::: Data section :::
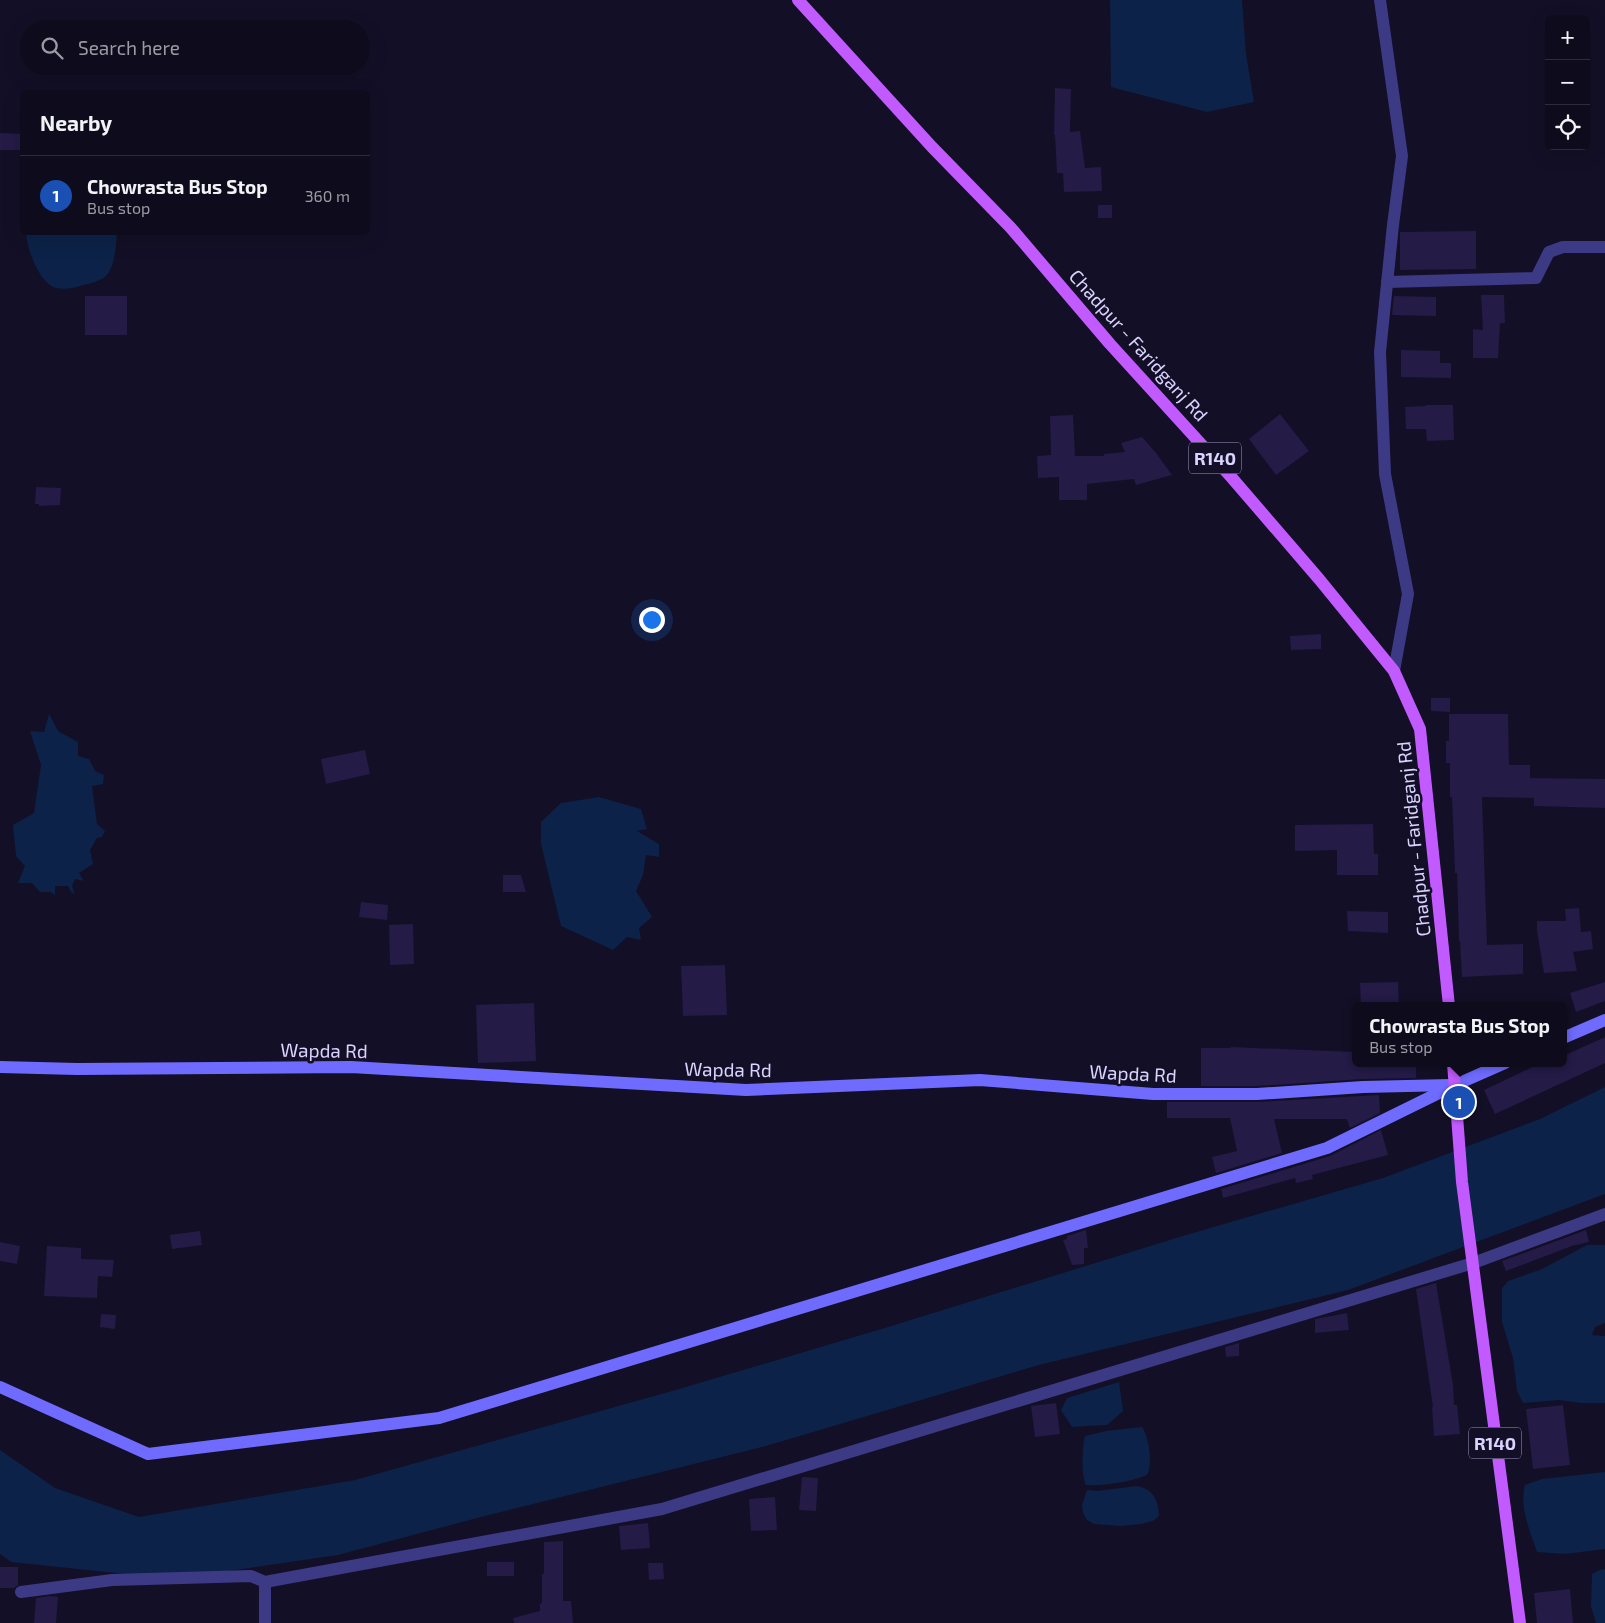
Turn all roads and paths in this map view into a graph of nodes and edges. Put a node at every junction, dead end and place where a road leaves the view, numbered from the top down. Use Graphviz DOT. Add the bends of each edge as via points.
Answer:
graph roads {
  1 [pos="798,0"];
  2 [pos="1380,0"];
  3 [pos="1605,247"];
  4 [pos="1387,282"];
  5 [pos="1394,671"];
  6 [pos="1449,1002"];
  7 [pos="1605,1020"];
  8 [pos="1567,1036"];
  9 [pos="0,1067"];
  10 [pos="1453,1067"];
  11 [pos="1495,1067"];
  12 [pos="1455,1085"];
  13 [pos="1605,1214"];
  14 [pos="1474,1263"];
  15 [pos="0,1387"];
  16 [pos="265,1582"];
  17 [pos="21,1592"];
  18 [pos="265,1623"];
  19 [pos="1520,1623"];
  1 -- 5 [label="main road, Chadpur - Faridganj Rd / R140" via="1011,228 1320,579"];
  2 -- 4 [label="street" via="1402,156"];
  3 -- 4 [label="street" via="1563,247 1549,252 1536,278"];
  4 -- 5 [label="street" via="1380,352 1385,474 1408,594"];
  5 -- 6 [label="main road, Chadpur - Faridganj Rd / R140" via="1420,730"];
  7 -- 8 [label="main road"];
  9 -- 12 [label="main road, Wapda Rd" via="351,1067 746,1090 980,1080 1153,1094 1257,1094"];
  10 -- 12 [label="main road, R140"];
  11 -- 12 [label="main road"];
  12 -- 14 [label="main road, R140" via="1462,1182"];
  12 -- 15 [label="main road" via="1327,1148 439,1418 148,1454"];
  13 -- 14 [label="street"];
  14 -- 16 [label="street" via="662,1509"];
  14 -- 19 [label="main road, R140"];
  16 -- 17 [label="street" via="251,1576 112,1580"];
  16 -- 18 [label="street"];
}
:::
The entries are to be copied exactly, and each image is to be omitted.

Turn all roads and paths in this map view into a graph of nodes and edges. Put a node at every junction, dead end and place where a road leaves the view, numbered from the top down. Use Graphviz DOT. Add the bends of each edge as via points.
Answer:
graph roads {
  1 [pos="798,0"];
  2 [pos="1380,0"];
  3 [pos="1605,247"];
  4 [pos="1387,282"];
  5 [pos="1394,671"];
  6 [pos="1449,1002"];
  7 [pos="1605,1020"];
  8 [pos="1567,1036"];
  9 [pos="0,1067"];
  10 [pos="1453,1067"];
  11 [pos="1495,1067"];
  12 [pos="1455,1085"];
  13 [pos="1605,1214"];
  14 [pos="1474,1263"];
  15 [pos="0,1387"];
  16 [pos="265,1582"];
  17 [pos="21,1592"];
  18 [pos="265,1623"];
  19 [pos="1520,1623"];
  1 -- 5 [label="main road, Chadpur - Faridganj Rd / R140" via="1011,228 1320,579"];
  2 -- 4 [label="street" via="1402,156"];
  3 -- 4 [label="street" via="1563,247 1549,252 1536,278"];
  4 -- 5 [label="street" via="1380,352 1385,474 1408,594"];
  5 -- 6 [label="main road, Chadpur - Faridganj Rd / R140" via="1420,730"];
  7 -- 8 [label="main road"];
  9 -- 12 [label="main road, Wapda Rd" via="351,1067 746,1090 980,1080 1153,1094 1257,1094"];
  10 -- 12 [label="main road, R140"];
  11 -- 12 [label="main road"];
  12 -- 14 [label="main road, R140" via="1462,1182"];
  12 -- 15 [label="main road" via="1327,1148 439,1418 148,1454"];
  13 -- 14 [label="street"];
  14 -- 16 [label="street" via="662,1509"];
  14 -- 19 [label="main road, R140"];
  16 -- 17 [label="street" via="251,1576 112,1580"];
  16 -- 18 [label="street"];
}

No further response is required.